1. the expression \\(\frac{1}{2}a(b + c)\\) can be used to find the area of the trapezoid. what is the area of the trapezoid when \\(a = 4\\), \\(b = 8\\), and \\(c = 3\\)? (example 4) there is an image of a trapezoid with top base labeled \\(b\\) ft, height labeled \\(a\\) ft, and bottom base labeled \\(c\\) ft

Explanation:

Step1: Substitute the values into the formula

We are given the formula for the area of a trapezoid \( A=\frac{1}{2}a(b + c) \), and we know that \( a = 4 \), \( b = 8 \), and \( c = 3 \).

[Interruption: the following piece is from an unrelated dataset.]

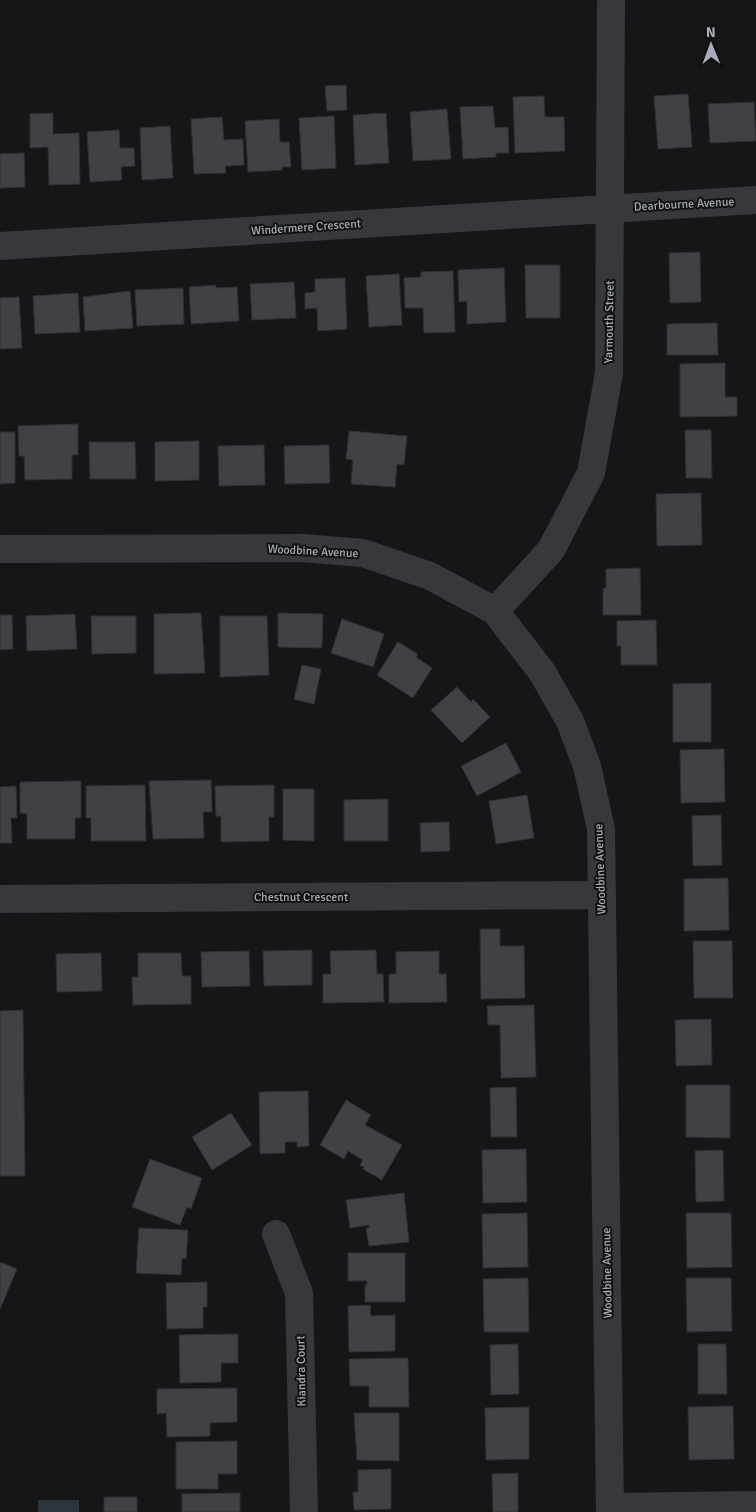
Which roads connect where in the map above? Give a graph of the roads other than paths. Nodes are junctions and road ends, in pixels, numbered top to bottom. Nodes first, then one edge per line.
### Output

Substitute these values into the formula:
\( A=\frac{1}{2}\times4\times(8 + 3) \)

Step2: Simplify the expression inside the parentheses

First, calculate the sum inside the parentheses: \( 8+3 = 11 \)
Now the expression becomes: \( A=\frac{1}{2}\times4\times11 \)

Step3: Multiply the numbers step by step

First, multiply \( \frac{1}{2} \) and \( 4 \): \( \frac{1}{2}\times4=2 \)
Then, multiply the result by \( 11 \): \( 2\times11 = 22 \)

Answer:

The area of the trapezoid is \( 22 \) square feet.